== EXERCISE MATERIAL ==
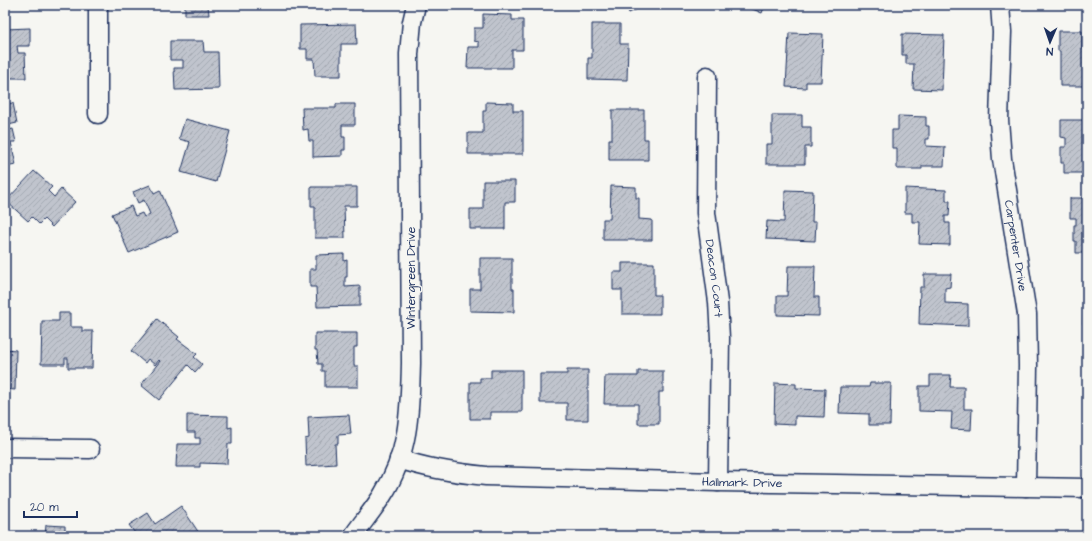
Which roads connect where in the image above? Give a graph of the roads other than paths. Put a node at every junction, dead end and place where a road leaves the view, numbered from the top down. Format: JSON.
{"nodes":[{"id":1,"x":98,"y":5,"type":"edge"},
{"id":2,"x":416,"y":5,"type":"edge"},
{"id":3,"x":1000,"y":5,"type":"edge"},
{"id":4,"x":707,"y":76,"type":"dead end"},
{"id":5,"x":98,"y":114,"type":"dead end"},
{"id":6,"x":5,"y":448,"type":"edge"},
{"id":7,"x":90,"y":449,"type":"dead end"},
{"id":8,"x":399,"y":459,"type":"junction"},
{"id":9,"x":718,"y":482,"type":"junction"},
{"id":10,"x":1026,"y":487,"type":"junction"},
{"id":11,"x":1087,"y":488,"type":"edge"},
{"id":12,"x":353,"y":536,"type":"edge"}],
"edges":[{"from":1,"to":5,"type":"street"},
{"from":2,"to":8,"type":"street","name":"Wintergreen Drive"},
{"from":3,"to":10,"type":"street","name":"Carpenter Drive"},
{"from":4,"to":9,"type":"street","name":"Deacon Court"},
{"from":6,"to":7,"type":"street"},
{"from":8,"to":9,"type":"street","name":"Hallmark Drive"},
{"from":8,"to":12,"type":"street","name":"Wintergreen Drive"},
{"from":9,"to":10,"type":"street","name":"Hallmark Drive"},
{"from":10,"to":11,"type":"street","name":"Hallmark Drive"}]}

== WHAT YOU WILL DO ==
In the copy, every entry must appear exactly as written, and no picture may appear.

== ANSWER SPACE ==
Which roads connect where in the image above? Give a graph of the roads other than paths. Put a node at every junction, dead end and place where a road leaves the view, numbered from the top down. Format: JSON.
{"nodes":[{"id":1,"x":98,"y":5,"type":"edge"},
{"id":2,"x":416,"y":5,"type":"edge"},
{"id":3,"x":1000,"y":5,"type":"edge"},
{"id":4,"x":707,"y":76,"type":"dead end"},
{"id":5,"x":98,"y":114,"type":"dead end"},
{"id":6,"x":5,"y":448,"type":"edge"},
{"id":7,"x":90,"y":449,"type":"dead end"},
{"id":8,"x":399,"y":459,"type":"junction"},
{"id":9,"x":718,"y":482,"type":"junction"},
{"id":10,"x":1026,"y":487,"type":"junction"},
{"id":11,"x":1087,"y":488,"type":"edge"},
{"id":12,"x":353,"y":536,"type":"edge"}],
"edges":[{"from":1,"to":5,"type":"street"},
{"from":2,"to":8,"type":"street","name":"Wintergreen Drive"},
{"from":3,"to":10,"type":"street","name":"Carpenter Drive"},
{"from":4,"to":9,"type":"street","name":"Deacon Court"},
{"from":6,"to":7,"type":"street"},
{"from":8,"to":9,"type":"street","name":"Hallmark Drive"},
{"from":8,"to":12,"type":"street","name":"Wintergreen Drive"},
{"from":9,"to":10,"type":"street","name":"Hallmark Drive"},
{"from":10,"to":11,"type":"street","name":"Hallmark Drive"}]}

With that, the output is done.